Welchen Kraftakt dieses „umwälzende Ereignis“ auch für die Haushälter bedeutete, erinnert sich Bartholomäus Kalb, den sie daheim in seinem Wahlkreis Deggendorf kurz Barthel nennen, noch gut: „Wir mussten den Bundeshaushalt ständig überarbeiten. Erst kam die Währungsunion, dann die Wiedervereinigung. Wir haben einen Nachtragshaushalt nach dem anderen verabschiedet.“
Immer wieder reiste der Abgeordnete als Teil einer Delegation des Ausschusses nach Ostdeutschland, um sich ein Bild von der Lage zu machen: “Wir sind kreuz und quer durchs Land gefahren, waren in Mecklenburg-Vorpommern genauso wie in Thüringen und haben alle viele Einrichtungen und Betriebe besucht“. Es sei eine anstrengende, aber auch schöne Zeit gewesen, sagt er und lächelt, dass sich die Augen in Fältchen legen.
Der Abend des 9. November 1989, als die Mauer fiel und die Abgeordneten im Plenum spontan die Hymne anstimmten, und besonders die Feierlichkeiten am 3. Oktober 1990 vor dem Reichstag in Berlin – Kalb wird sie nicht vergessen: „Ich stand nicht weit entfernt von Kohl, Brandt, Genscher, Waigel und Lothar de Maizière am Westportal. Ich erinnere mich noch, dass ich eine Gänsehaut bekam, als die Flagge gehisst wurde.“
Das Ende des „Eisernen Vorhangs“ zwischen Ost- und Westeuropa bedeuten dem Mann, der sein halbes Leben nahe der deutsch-tschechischen Grenze gelebt hat, viel: Heute liegt seine Heimatregion im Bayerischen Wald mitten in Europa statt am Rande.

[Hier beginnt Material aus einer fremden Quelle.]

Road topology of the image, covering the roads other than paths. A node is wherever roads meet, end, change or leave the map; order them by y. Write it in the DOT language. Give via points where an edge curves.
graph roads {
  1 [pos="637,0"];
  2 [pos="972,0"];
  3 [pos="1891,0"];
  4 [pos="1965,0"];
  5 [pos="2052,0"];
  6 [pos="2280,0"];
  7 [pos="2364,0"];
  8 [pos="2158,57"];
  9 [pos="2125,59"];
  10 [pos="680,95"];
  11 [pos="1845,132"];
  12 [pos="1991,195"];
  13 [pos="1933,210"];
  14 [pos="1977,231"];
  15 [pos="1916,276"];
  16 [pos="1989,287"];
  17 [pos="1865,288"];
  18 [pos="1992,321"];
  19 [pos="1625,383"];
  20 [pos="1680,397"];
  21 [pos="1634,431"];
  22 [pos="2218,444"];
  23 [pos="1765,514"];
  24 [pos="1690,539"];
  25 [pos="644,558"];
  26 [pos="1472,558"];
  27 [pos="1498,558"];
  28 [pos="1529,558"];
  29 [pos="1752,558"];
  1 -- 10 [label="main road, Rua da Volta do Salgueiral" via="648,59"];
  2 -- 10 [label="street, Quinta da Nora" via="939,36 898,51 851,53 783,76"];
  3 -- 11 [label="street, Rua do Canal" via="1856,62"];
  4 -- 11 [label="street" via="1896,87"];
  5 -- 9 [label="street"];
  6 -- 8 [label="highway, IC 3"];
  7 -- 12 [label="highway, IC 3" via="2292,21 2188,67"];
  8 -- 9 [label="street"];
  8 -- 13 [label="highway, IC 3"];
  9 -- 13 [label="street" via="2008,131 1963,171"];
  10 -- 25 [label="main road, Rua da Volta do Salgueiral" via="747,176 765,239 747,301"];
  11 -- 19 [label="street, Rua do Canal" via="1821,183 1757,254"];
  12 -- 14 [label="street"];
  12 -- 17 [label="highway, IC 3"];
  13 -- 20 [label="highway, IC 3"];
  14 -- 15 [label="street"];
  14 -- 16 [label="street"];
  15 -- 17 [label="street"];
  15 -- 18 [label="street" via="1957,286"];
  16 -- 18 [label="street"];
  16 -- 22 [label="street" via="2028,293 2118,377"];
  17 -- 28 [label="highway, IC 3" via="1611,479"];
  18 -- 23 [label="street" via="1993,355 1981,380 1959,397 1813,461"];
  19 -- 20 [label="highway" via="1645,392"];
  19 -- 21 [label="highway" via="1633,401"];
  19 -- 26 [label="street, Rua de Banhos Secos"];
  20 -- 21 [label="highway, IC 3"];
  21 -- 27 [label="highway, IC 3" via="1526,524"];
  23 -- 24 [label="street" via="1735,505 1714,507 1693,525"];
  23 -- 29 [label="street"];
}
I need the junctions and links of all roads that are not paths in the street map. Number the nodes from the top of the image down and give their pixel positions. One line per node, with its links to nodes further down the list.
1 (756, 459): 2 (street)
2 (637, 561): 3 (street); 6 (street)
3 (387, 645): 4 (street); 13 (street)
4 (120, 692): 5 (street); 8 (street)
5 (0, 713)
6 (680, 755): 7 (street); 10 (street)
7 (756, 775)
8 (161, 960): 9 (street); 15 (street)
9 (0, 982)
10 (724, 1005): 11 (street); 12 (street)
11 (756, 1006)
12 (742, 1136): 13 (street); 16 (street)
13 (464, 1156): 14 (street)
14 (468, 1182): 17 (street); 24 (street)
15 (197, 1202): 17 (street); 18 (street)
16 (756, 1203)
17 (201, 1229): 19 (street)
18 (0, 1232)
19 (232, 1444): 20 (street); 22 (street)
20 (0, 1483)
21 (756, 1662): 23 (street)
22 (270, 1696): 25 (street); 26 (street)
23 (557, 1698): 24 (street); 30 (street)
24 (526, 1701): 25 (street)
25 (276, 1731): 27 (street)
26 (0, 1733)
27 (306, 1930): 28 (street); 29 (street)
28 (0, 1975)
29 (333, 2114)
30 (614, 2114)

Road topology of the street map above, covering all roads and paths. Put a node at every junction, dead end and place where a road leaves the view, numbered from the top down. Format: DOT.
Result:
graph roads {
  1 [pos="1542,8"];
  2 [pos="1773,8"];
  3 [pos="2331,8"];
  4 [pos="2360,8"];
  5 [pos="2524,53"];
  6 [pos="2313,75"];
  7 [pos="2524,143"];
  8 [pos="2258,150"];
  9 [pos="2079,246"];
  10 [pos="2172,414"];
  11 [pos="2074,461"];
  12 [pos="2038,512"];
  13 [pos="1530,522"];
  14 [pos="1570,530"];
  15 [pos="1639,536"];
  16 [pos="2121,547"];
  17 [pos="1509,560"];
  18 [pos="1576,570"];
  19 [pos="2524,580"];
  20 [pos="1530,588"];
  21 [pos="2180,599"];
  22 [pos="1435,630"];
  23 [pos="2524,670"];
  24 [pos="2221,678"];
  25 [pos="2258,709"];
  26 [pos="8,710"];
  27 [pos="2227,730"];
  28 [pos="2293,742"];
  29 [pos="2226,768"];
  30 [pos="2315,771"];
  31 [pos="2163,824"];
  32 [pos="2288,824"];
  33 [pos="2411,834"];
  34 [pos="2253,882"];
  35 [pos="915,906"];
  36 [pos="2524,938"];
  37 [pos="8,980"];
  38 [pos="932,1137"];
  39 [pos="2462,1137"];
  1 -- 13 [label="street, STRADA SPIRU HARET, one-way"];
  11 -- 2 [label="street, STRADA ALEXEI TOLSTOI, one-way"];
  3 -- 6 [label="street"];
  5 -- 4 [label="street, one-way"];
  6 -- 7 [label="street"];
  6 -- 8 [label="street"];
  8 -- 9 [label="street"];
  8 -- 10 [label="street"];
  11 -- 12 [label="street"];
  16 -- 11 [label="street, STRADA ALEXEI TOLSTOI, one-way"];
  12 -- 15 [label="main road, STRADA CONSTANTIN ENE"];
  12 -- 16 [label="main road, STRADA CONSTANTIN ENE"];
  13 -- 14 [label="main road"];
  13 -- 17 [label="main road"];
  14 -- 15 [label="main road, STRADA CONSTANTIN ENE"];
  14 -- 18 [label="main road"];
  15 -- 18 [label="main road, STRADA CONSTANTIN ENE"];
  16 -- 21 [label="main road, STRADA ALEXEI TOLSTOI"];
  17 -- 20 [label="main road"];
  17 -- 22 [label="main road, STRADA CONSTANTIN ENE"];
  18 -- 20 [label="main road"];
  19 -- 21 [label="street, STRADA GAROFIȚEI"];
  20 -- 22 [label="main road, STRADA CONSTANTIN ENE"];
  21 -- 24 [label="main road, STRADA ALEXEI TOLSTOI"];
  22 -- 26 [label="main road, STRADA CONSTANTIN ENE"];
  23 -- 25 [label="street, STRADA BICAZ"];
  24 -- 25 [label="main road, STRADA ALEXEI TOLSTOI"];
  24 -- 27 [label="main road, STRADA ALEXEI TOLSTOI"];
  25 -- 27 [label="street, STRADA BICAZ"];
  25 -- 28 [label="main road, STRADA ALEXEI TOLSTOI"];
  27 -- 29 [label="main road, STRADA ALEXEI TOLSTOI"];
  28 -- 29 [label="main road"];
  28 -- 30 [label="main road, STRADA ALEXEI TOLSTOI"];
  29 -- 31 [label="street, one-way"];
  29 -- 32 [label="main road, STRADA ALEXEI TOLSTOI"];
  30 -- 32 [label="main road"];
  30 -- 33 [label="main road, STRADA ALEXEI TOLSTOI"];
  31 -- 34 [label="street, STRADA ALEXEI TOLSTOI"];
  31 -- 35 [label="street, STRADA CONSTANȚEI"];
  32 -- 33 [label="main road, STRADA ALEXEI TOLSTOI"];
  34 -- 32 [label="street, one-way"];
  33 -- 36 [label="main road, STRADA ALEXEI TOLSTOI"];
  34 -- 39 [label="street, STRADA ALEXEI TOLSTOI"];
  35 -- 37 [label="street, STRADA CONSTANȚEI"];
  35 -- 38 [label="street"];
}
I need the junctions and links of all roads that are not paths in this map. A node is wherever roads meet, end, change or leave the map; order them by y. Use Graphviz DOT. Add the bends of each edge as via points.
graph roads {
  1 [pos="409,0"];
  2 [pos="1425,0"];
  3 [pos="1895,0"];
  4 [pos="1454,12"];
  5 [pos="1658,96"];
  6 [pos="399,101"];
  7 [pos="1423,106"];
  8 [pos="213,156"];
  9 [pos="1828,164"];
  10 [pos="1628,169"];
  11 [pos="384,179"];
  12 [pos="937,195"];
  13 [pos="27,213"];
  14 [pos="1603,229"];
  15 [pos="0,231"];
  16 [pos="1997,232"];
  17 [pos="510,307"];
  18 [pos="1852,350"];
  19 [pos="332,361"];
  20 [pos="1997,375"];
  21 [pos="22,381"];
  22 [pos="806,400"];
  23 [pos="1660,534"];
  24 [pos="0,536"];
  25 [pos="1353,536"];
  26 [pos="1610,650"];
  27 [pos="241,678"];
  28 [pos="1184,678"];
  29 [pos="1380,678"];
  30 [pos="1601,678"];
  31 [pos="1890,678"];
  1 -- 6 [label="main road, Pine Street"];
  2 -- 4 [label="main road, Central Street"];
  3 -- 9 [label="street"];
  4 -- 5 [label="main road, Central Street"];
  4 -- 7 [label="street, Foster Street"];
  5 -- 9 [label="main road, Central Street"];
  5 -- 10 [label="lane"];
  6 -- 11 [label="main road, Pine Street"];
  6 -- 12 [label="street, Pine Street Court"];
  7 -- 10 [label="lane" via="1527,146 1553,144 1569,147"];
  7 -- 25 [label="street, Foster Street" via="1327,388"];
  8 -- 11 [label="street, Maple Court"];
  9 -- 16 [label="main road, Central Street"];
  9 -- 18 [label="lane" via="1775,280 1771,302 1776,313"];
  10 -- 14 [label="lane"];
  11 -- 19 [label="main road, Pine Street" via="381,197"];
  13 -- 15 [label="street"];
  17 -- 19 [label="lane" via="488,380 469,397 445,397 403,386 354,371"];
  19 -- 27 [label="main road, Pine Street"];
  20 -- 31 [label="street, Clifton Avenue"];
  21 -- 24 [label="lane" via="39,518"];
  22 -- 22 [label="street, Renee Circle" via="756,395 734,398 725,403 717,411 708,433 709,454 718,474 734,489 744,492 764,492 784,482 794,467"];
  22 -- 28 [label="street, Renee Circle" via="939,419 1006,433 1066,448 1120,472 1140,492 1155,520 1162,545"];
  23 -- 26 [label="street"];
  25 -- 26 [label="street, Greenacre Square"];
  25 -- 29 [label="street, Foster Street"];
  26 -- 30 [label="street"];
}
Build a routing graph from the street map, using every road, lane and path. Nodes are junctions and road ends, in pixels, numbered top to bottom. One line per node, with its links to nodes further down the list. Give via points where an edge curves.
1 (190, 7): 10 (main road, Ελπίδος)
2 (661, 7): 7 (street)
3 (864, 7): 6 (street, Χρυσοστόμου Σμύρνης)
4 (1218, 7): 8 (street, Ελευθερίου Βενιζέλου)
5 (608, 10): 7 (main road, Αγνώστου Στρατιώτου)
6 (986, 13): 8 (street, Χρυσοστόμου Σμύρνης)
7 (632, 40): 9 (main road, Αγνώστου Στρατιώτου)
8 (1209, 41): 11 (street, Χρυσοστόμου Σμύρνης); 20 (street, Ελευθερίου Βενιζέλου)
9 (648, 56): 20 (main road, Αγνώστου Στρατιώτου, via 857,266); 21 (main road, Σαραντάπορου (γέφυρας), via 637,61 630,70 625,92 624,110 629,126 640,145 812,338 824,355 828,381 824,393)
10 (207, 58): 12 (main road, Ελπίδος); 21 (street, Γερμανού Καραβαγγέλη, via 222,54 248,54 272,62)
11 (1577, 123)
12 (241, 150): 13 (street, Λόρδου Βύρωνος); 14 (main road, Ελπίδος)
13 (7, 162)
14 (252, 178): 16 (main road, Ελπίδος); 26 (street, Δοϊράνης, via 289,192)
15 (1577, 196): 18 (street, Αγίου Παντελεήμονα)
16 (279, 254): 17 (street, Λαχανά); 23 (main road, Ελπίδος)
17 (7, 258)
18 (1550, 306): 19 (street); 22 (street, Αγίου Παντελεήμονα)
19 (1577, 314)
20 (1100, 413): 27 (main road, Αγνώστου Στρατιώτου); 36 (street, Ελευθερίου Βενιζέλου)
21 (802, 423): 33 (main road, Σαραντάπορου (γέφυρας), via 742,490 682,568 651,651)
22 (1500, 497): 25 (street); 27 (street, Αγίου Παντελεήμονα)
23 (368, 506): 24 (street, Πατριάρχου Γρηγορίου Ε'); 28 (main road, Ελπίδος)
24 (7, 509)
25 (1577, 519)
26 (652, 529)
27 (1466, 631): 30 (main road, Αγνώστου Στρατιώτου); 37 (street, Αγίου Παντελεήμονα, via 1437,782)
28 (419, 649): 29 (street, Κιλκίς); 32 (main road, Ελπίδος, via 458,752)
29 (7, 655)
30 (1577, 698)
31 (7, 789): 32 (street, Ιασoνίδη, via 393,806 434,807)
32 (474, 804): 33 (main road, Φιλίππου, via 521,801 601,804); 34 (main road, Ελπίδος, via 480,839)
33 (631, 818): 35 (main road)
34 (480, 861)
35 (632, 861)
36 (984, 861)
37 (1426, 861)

„Die Gegend ist landschaftlich wunderschön. Aber der Landkreis Freyung- Grafenau, heute Teil meines Wahlkreises, gehörte lange zu den strukturschwächsten der ganzen Republik“, sagt Kalb. „Die Bedingungen in der Landwirtschaft waren hart und bis in die 80er-Jahre fehlte es hier an Infrastruktur und Arbeit. Im Winter lag die Arbeitslosigkeit nie unter 27 Prozent, im Sommer selten unter 13 Prozent. Viele junge Menschen haben damals die Region auf der Suche nach Arbeit verlassen.“
Auch Kalb, der zunächst eine landwirtschaftliche Ausbildung absolvierte, um den Hof seiner Eltern zu übernehmen, musste sich beruflich umorientieren. „Meine Biografie steht exemplarisch für die vieler anderer junger Leute damals in meinem Alter. Etliche haben zuerst noch auf die Landwirtschaft gesetzt, aber dann erkennen müssen, dass der Strukturwandel so schnell fortschritt, dass der Beruf des Landwirts keine ausreichenden Zukunftsperspektiven mehr bot.“ Kalb sattelte auf Industriekaufmann um.
Die wirtschaftliche Lage seiner Heimat prägte ihn auch politisch: Sie voran zu bringen, Wirtschaft und Arbeit zu fördern, wurde zum Hauptmotiv seines Engagements. Bereits mit 22 zog er in den Gemeinderat ein, mit 27 wurde er als damals jüngster Abgeordneter in den Bayerischen Landtag gewählt.
Und schon dort gehörte er dem Haushaltsausschuss an: „Ich bin Kaufmann“, sagt Kalb fast ein wenig entschuldigend. „Die großen Reden schwingen ist nicht meine Sache. Mich hat schon immer mehr interessiert, was unter dem Strich herauskommt.“ Und das heißt auch: für die Region.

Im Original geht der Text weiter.